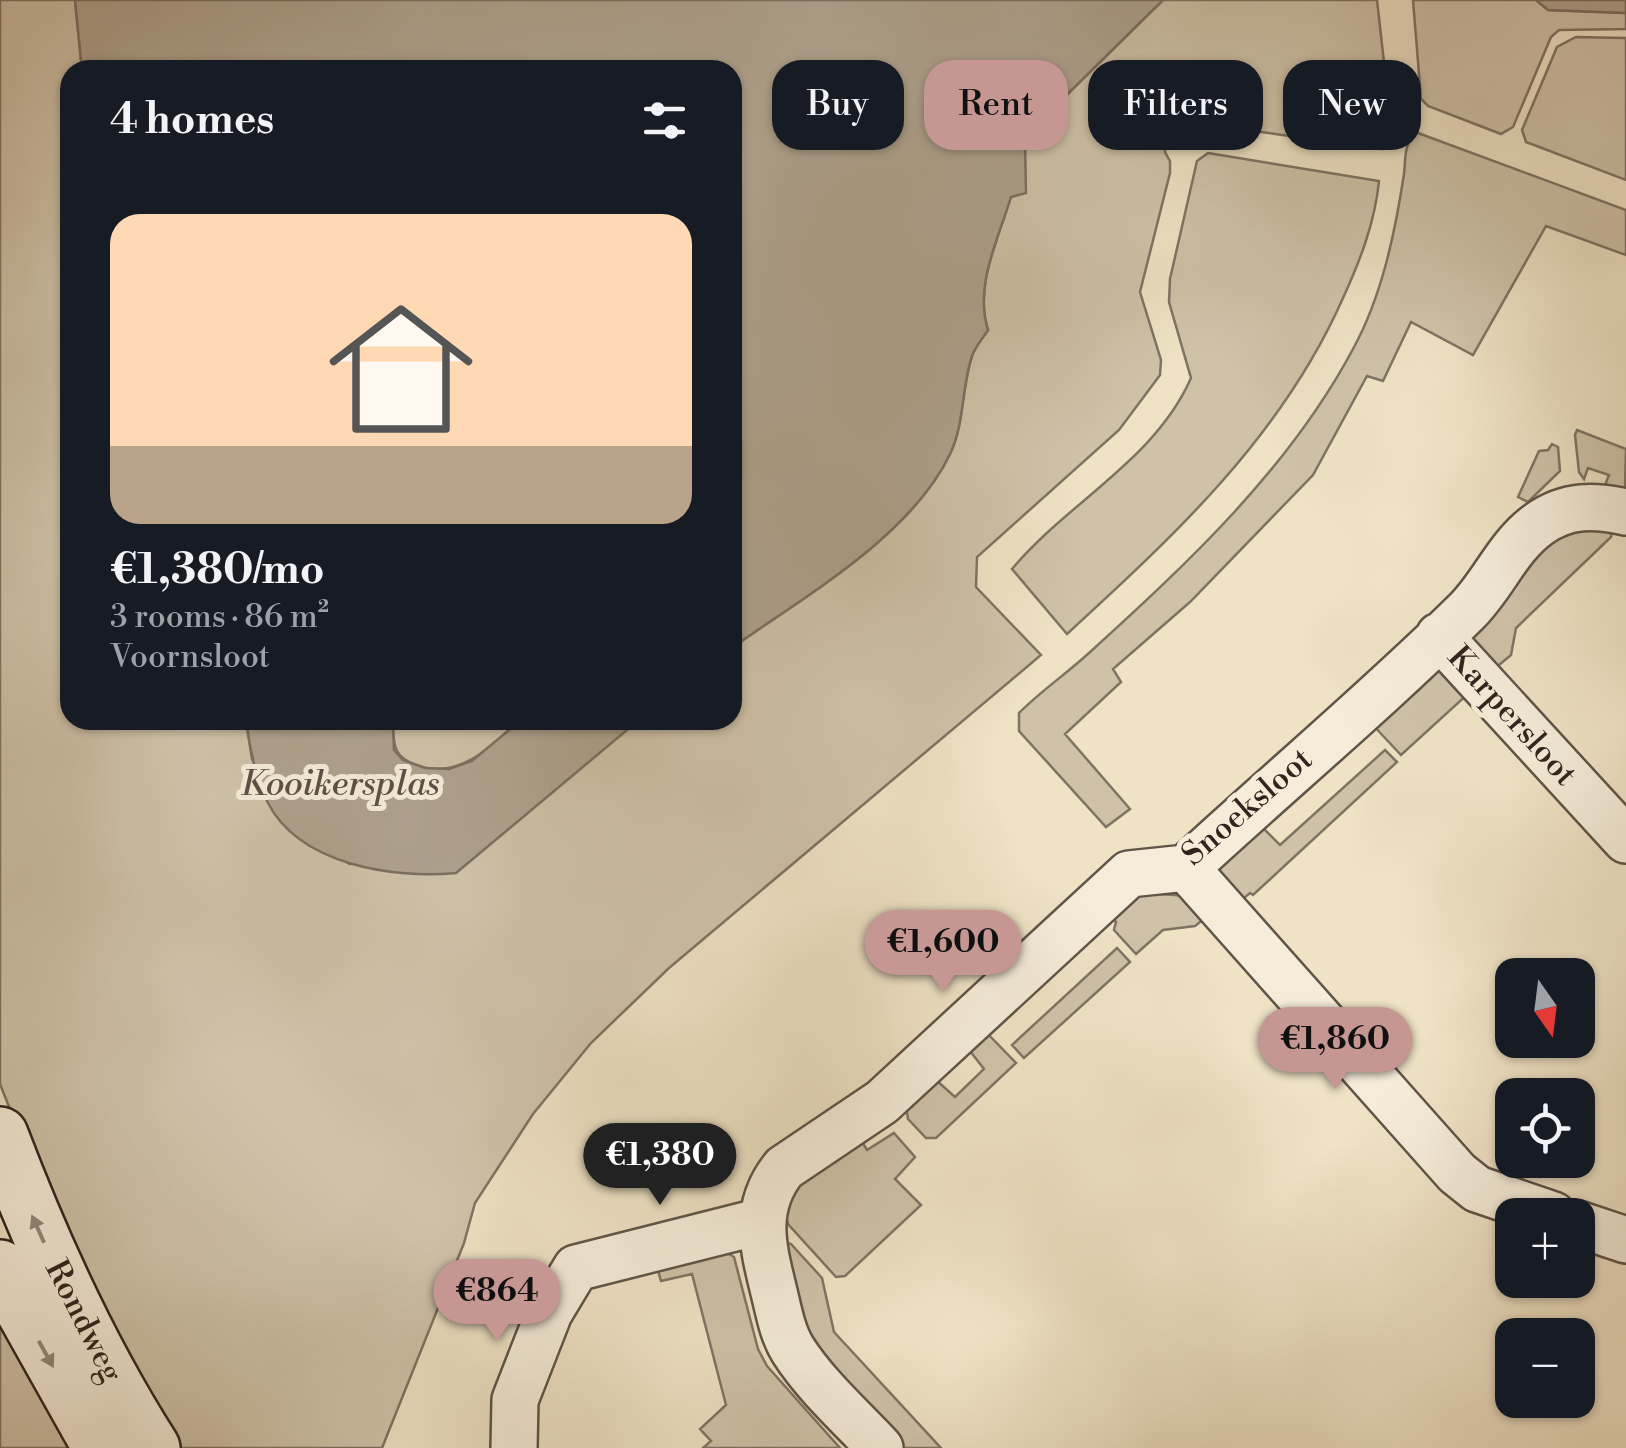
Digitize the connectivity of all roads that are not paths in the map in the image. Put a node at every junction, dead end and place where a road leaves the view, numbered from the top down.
1 (1626, 512) edge
2 (1439, 636) junction
3 (1626, 840) edge
4 (1186, 868) junction
5 (0, 1135) edge
6 (1503, 1198) edge
7 (762, 1221) junction
8 (1595, 1230) edge
9 (1626, 1240) edge
10 (0, 1268) edge
11 (100, 1448) edge
12 (152, 1448) edge
13 (514, 1448) edge
14 (880, 1448) edge

1 - 2 street, Snoeksloot
2 - 3 street, Karpersloot
2 - 4 street, Snoeksloot
4 - 6 street
4 - 7 street, Snoeksloot
12 -> 5 main road, Rondweg
7 - 13 street
7 - 14 street, Snoeksloot
8 - 9 street
10 -> 11 main road, Rondweg

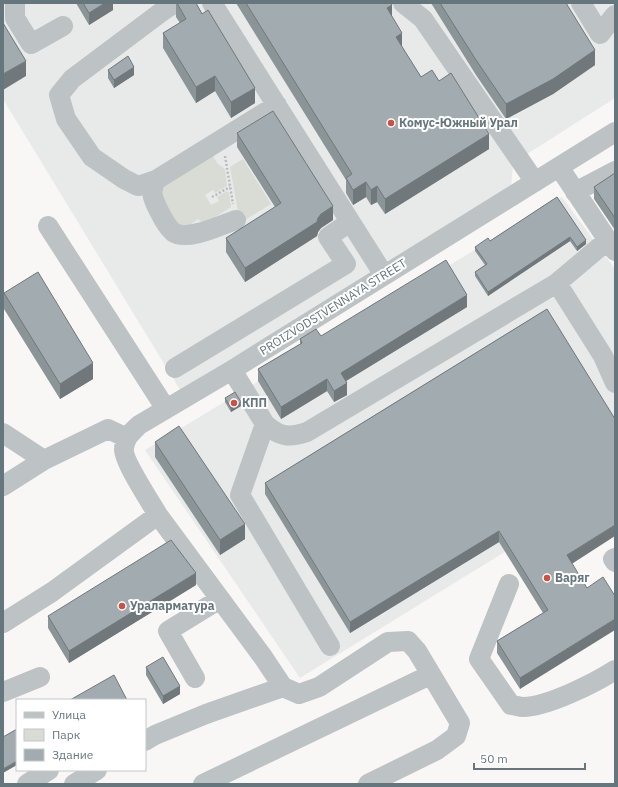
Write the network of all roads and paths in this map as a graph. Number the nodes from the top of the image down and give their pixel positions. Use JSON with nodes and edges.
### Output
{"nodes":[{"id":1,"x":15,"y":3,"type":"edge"},
{"id":2,"x":175,"y":3,"type":"edge"},
{"id":3,"x":212,"y":3,"type":"edge"},
{"id":4,"x":403,"y":3,"type":"edge"},
{"id":5,"x":581,"y":3,"type":"edge"},
{"id":6,"x":615,"y":15,"type":"edge"},
{"id":7,"x":63,"y":26,"type":"dead end"},
{"id":8,"x":277,"y":105,"type":"junction"},
{"id":9,"x":615,"y":132,"type":"edge"},
{"id":10,"x":222,"y":140,"type":"junction"},
{"id":11,"x":559,"y":167,"type":"junction"},
{"id":12,"x":615,"y":172,"type":"edge"},
{"id":13,"x":156,"y":180,"type":"junction"},
{"id":14,"x":535,"y":182,"type":"junction"},
{"id":15,"x":230,"y":187,"type":"junction"},
{"id":16,"x":575,"y":192,"type":"junction"},
{"id":17,"x":212,"y":197,"type":"dead end"},
{"id":18,"x":236,"y":220,"type":"joint"},
{"id":19,"x":350,"y":222,"type":"junction"},
{"id":20,"x":48,"y":226,"type":"dead end"},
{"id":21,"x":611,"y":246,"type":"edge"},
{"id":22,"x":384,"y":276,"type":"junction"},
{"id":23,"x":557,"y":283,"type":"junction"},
{"id":24,"x":176,"y":368,"type":"dead end"},
{"id":25,"x":232,"y":370,"type":"junction"},
{"id":26,"x":615,"y":383,"type":"edge"},
{"id":27,"x":166,"y":409,"type":"junction"},
{"id":28,"x":265,"y":424,"type":"junction"},
{"id":29,"x":3,"y":433,"type":"edge"},
{"id":30,"x":127,"y":438,"type":"junction"},
{"id":31,"x":44,"y":460,"type":"junction"},
{"id":32,"x":3,"y":486,"type":"edge"},
{"id":33,"x":158,"y":515,"type":"junction"},
{"id":34,"x":615,"y":558,"type":"edge"},
{"id":35,"x":615,"y":562,"type":"edge"},
{"id":36,"x":509,"y":584,"type":"dead end"},
{"id":37,"x":220,"y":599,"type":"junction"},
{"id":38,"x":3,"y":623,"type":"edge"},
{"id":39,"x":330,"y":646,"type":"dead end"},
{"id":40,"x":615,"y":670,"type":"edge"},
{"id":41,"x":430,"y":675,"type":"junction"},
{"id":42,"x":40,"y":677,"type":"dead end"},
{"id":43,"x":196,"y":678,"type":"dead end"},
{"id":44,"x":283,"y":687,"type":"junction"},
{"id":45,"x":3,"y":692,"type":"edge"},
{"id":46,"x":146,"y":740,"type":"edge"},
{"id":47,"x":47,"y":771,"type":"edge"},
{"id":48,"x":95,"y":771,"type":"edge"},
{"id":49,"x":27,"y":784,"type":"edge"},
{"id":50,"x":74,"y":784,"type":"edge"},
{"id":51,"x":203,"y":784,"type":"edge"},
{"id":52,"x":368,"y":784,"type":"edge"}],
"edges":[{"from":1,"to":7,"type":"street"},
{"from":2,"to":13,"type":"street"},
{"from":3,"to":8,"type":"street"},
{"from":4,"to":14,"type":"street"},
{"from":5,"to":6,"type":"street"},
{"from":8,"to":10,"type":"street"},
{"from":8,"to":19,"type":"street"},
{"from":9,"to":11,"type":"street","name":"PROIZVODSTVENNAYA STREET"},
{"from":10,"to":13,"type":"street"},
{"from":10,"to":15,"type":"path"},
{"from":11,"to":14,"type":"street","name":"PROIZVODSTVENNAYA STREET"},
{"from":11,"to":16,"type":"street"},
{"from":12,"to":16,"type":"street"},
{"from":13,"to":18,"type":"street"},
{"from":14,"to":22,"type":"street","name":"PROIZVODSTVENNAYA STREET"},
{"from":15,"to":17,"type":"path"},
{"from":15,"to":18,"type":"path"},
{"from":16,"to":21,"type":"street"},
{"from":19,"to":22,"type":"street"},
{"from":19,"to":24,"type":"street"},
{"from":20,"to":27,"type":"street"},
{"from":21,"to":23,"type":"street"},
{"from":22,"to":25,"type":"street","name":"PROIZVODSTVENNAYA STREET"},
{"from":23,"to":26,"type":"street"},
{"from":23,"to":28,"type":"street"},
{"from":25,"to":27,"type":"street","name":"PROIZVODSTVENNAYA STREET"},
{"from":25,"to":28,"type":"street"},
{"from":27,"to":30,"type":"street","name":"PROIZVODSTVENNAYA STREET"},
{"from":28,"to":39,"type":"street"},
{"from":29,"to":31,"type":"street"},
{"from":30,"to":31,"type":"street"},
{"from":30,"to":33,"type":"street"},
{"from":31,"to":32,"type":"street"},
{"from":33,"to":37,"type":"street"},
{"from":33,"to":38,"type":"street"},
{"from":34,"to":35,"type":"street"},
{"from":36,"to":40,"type":"street"},
{"from":37,"to":43,"type":"street"},
{"from":37,"to":44,"type":"street"},
{"from":41,"to":44,"type":"street"},
{"from":41,"to":51,"type":"street"},
{"from":41,"to":52,"type":"street"},
{"from":42,"to":45,"type":"street"},
{"from":44,"to":46,"type":"street"},
{"from":47,"to":49,"type":"street"},
{"from":48,"to":50,"type":"street"}]}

■ EXERCISE DIRECTIONS ■
Output the lines above in full and exactly as given, omitting any pictures.

■ SOLUTION TO THE EXERCISE ■
Digitize the connectivity of all roads that are not paths in the map in the image. Put a node at every junction, dead end and place where a road leaves the view, numbered from the top down.
1 (1626, 512) edge
2 (1439, 636) junction
3 (1626, 840) edge
4 (1186, 868) junction
5 (0, 1135) edge
6 (1503, 1198) edge
7 (762, 1221) junction
8 (1595, 1230) edge
9 (1626, 1240) edge
10 (0, 1268) edge
11 (100, 1448) edge
12 (152, 1448) edge
13 (514, 1448) edge
14 (880, 1448) edge

1 - 2 street, Snoeksloot
2 - 3 street, Karpersloot
2 - 4 street, Snoeksloot
4 - 6 street
4 - 7 street, Snoeksloot
12 -> 5 main road, Rondweg
7 - 13 street
7 - 14 street, Snoeksloot
8 - 9 street
10 -> 11 main road, Rondweg

Write the network of all roads and paths in this map as a graph. Number the nodes from the top of the image down and give their pixel positions. Use JSON with nodes and edges.
### Output
{"nodes":[{"id":1,"x":15,"y":3,"type":"edge"},
{"id":2,"x":175,"y":3,"type":"edge"},
{"id":3,"x":212,"y":3,"type":"edge"},
{"id":4,"x":403,"y":3,"type":"edge"},
{"id":5,"x":581,"y":3,"type":"edge"},
{"id":6,"x":615,"y":15,"type":"edge"},
{"id":7,"x":63,"y":26,"type":"dead end"},
{"id":8,"x":277,"y":105,"type":"junction"},
{"id":9,"x":615,"y":132,"type":"edge"},
{"id":10,"x":222,"y":140,"type":"junction"},
{"id":11,"x":559,"y":167,"type":"junction"},
{"id":12,"x":615,"y":172,"type":"edge"},
{"id":13,"x":156,"y":180,"type":"junction"},
{"id":14,"x":535,"y":182,"type":"junction"},
{"id":15,"x":230,"y":187,"type":"junction"},
{"id":16,"x":575,"y":192,"type":"junction"},
{"id":17,"x":212,"y":197,"type":"dead end"},
{"id":18,"x":236,"y":220,"type":"joint"},
{"id":19,"x":350,"y":222,"type":"junction"},
{"id":20,"x":48,"y":226,"type":"dead end"},
{"id":21,"x":611,"y":246,"type":"edge"},
{"id":22,"x":384,"y":276,"type":"junction"},
{"id":23,"x":557,"y":283,"type":"junction"},
{"id":24,"x":176,"y":368,"type":"dead end"},
{"id":25,"x":232,"y":370,"type":"junction"},
{"id":26,"x":615,"y":383,"type":"edge"},
{"id":27,"x":166,"y":409,"type":"junction"},
{"id":28,"x":265,"y":424,"type":"junction"},
{"id":29,"x":3,"y":433,"type":"edge"},
{"id":30,"x":127,"y":438,"type":"junction"},
{"id":31,"x":44,"y":460,"type":"junction"},
{"id":32,"x":3,"y":486,"type":"edge"},
{"id":33,"x":158,"y":515,"type":"junction"},
{"id":34,"x":615,"y":558,"type":"edge"},
{"id":35,"x":615,"y":562,"type":"edge"},
{"id":36,"x":509,"y":584,"type":"dead end"},
{"id":37,"x":220,"y":599,"type":"junction"},
{"id":38,"x":3,"y":623,"type":"edge"},
{"id":39,"x":330,"y":646,"type":"dead end"},
{"id":40,"x":615,"y":670,"type":"edge"},
{"id":41,"x":430,"y":675,"type":"junction"},
{"id":42,"x":40,"y":677,"type":"dead end"},
{"id":43,"x":196,"y":678,"type":"dead end"},
{"id":44,"x":283,"y":687,"type":"junction"},
{"id":45,"x":3,"y":692,"type":"edge"},
{"id":46,"x":146,"y":740,"type":"edge"},
{"id":47,"x":47,"y":771,"type":"edge"},
{"id":48,"x":95,"y":771,"type":"edge"},
{"id":49,"x":27,"y":784,"type":"edge"},
{"id":50,"x":74,"y":784,"type":"edge"},
{"id":51,"x":203,"y":784,"type":"edge"},
{"id":52,"x":368,"y":784,"type":"edge"}],
"edges":[{"from":1,"to":7,"type":"street"},
{"from":2,"to":13,"type":"street"},
{"from":3,"to":8,"type":"street"},
{"from":4,"to":14,"type":"street"},
{"from":5,"to":6,"type":"street"},
{"from":8,"to":10,"type":"street"},
{"from":8,"to":19,"type":"street"},
{"from":9,"to":11,"type":"street","name":"PROIZVODSTVENNAYA STREET"},
{"from":10,"to":13,"type":"street"},
{"from":10,"to":15,"type":"path"},
{"from":11,"to":14,"type":"street","name":"PROIZVODSTVENNAYA STREET"},
{"from":11,"to":16,"type":"street"},
{"from":12,"to":16,"type":"street"},
{"from":13,"to":18,"type":"street"},
{"from":14,"to":22,"type":"street","name":"PROIZVODSTVENNAYA STREET"},
{"from":15,"to":17,"type":"path"},
{"from":15,"to":18,"type":"path"},
{"from":16,"to":21,"type":"street"},
{"from":19,"to":22,"type":"street"},
{"from":19,"to":24,"type":"street"},
{"from":20,"to":27,"type":"street"},
{"from":21,"to":23,"type":"street"},
{"from":22,"to":25,"type":"street","name":"PROIZVODSTVENNAYA STREET"},
{"from":23,"to":26,"type":"street"},
{"from":23,"to":28,"type":"street"},
{"from":25,"to":27,"type":"street","name":"PROIZVODSTVENNAYA STREET"},
{"from":25,"to":28,"type":"street"},
{"from":27,"to":30,"type":"street","name":"PROIZVODSTVENNAYA STREET"},
{"from":28,"to":39,"type":"street"},
{"from":29,"to":31,"type":"street"},
{"from":30,"to":31,"type":"street"},
{"from":30,"to":33,"type":"street"},
{"from":31,"to":32,"type":"street"},
{"from":33,"to":37,"type":"street"},
{"from":33,"to":38,"type":"street"},
{"from":34,"to":35,"type":"street"},
{"from":36,"to":40,"type":"street"},
{"from":37,"to":43,"type":"street"},
{"from":37,"to":44,"type":"street"},
{"from":41,"to":44,"type":"street"},
{"from":41,"to":51,"type":"street"},
{"from":41,"to":52,"type":"street"},
{"from":42,"to":45,"type":"street"},
{"from":44,"to":46,"type":"street"},
{"from":47,"to":49,"type":"street"},
{"from":48,"to":50,"type":"street"}]}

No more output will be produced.